Task |
In the lines below, look for "Moivre". Copy each line where it appears.
== Records shown ==
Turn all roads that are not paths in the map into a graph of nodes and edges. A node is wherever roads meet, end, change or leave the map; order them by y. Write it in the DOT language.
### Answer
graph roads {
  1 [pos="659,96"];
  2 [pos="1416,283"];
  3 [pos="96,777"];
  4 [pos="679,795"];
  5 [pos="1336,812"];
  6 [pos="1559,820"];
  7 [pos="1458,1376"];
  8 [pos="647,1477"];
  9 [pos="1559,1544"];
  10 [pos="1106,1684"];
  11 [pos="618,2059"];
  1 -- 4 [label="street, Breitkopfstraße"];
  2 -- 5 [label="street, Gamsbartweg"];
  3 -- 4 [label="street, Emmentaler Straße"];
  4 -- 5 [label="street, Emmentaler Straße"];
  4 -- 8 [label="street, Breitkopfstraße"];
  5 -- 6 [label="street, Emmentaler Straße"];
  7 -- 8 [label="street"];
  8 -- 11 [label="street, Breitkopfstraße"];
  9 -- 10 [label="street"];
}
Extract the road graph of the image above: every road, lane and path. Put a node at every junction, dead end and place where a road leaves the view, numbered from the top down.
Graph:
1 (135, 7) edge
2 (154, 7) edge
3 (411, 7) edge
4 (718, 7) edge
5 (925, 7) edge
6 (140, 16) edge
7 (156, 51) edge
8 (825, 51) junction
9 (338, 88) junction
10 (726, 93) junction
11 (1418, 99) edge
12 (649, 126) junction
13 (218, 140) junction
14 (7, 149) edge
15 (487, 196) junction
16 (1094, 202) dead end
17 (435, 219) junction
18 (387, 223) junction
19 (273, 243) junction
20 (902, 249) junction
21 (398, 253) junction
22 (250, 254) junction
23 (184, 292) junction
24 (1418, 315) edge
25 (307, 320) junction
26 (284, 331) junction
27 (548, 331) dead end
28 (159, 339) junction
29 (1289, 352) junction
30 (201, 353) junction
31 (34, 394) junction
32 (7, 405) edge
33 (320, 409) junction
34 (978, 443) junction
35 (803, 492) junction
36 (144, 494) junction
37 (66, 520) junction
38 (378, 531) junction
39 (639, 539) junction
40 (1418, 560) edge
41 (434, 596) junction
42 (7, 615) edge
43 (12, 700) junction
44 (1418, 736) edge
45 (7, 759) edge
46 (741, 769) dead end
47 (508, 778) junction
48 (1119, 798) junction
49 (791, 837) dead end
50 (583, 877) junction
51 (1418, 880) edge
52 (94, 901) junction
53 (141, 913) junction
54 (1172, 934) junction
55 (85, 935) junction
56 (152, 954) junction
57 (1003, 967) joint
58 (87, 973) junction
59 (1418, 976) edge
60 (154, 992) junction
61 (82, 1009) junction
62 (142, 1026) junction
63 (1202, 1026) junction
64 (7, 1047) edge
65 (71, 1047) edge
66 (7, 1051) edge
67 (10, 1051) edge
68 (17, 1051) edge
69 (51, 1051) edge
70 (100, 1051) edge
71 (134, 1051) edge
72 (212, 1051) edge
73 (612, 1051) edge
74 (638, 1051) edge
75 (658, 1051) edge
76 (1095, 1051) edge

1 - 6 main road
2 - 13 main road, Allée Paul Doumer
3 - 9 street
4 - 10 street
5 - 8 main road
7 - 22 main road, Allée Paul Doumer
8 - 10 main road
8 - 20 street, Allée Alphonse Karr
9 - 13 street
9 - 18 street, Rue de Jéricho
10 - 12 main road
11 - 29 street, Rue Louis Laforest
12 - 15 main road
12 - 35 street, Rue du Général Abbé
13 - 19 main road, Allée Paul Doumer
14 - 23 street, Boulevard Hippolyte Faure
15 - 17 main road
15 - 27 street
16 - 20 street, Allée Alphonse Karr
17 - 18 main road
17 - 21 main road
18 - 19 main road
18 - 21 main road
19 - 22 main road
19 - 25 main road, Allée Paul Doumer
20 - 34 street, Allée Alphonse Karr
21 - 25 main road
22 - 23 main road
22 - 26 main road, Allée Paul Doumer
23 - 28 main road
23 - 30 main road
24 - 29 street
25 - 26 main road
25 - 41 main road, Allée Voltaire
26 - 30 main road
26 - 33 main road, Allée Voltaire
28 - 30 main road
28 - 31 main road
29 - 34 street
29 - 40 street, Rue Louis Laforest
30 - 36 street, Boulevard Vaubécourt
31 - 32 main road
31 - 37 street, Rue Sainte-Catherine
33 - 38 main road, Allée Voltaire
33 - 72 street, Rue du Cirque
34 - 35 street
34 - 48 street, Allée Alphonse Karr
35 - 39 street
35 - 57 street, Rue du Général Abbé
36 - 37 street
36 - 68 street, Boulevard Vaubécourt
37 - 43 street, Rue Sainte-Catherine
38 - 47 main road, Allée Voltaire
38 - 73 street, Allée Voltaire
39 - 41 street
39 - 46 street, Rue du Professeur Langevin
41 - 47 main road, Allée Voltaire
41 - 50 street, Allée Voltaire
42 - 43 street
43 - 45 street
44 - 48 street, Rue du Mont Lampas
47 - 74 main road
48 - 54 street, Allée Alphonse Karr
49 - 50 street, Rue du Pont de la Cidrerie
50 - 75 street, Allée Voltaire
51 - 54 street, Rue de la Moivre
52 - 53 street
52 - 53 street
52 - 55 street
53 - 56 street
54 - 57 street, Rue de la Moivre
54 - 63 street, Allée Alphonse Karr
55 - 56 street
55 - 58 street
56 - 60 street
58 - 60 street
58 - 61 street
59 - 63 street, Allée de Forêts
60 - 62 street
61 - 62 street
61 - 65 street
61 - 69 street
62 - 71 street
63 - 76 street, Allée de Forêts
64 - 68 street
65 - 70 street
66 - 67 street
===
Exercise result |
51 - 54 street, Rue de la Moivre
54 - 57 street, Rue de la Moivre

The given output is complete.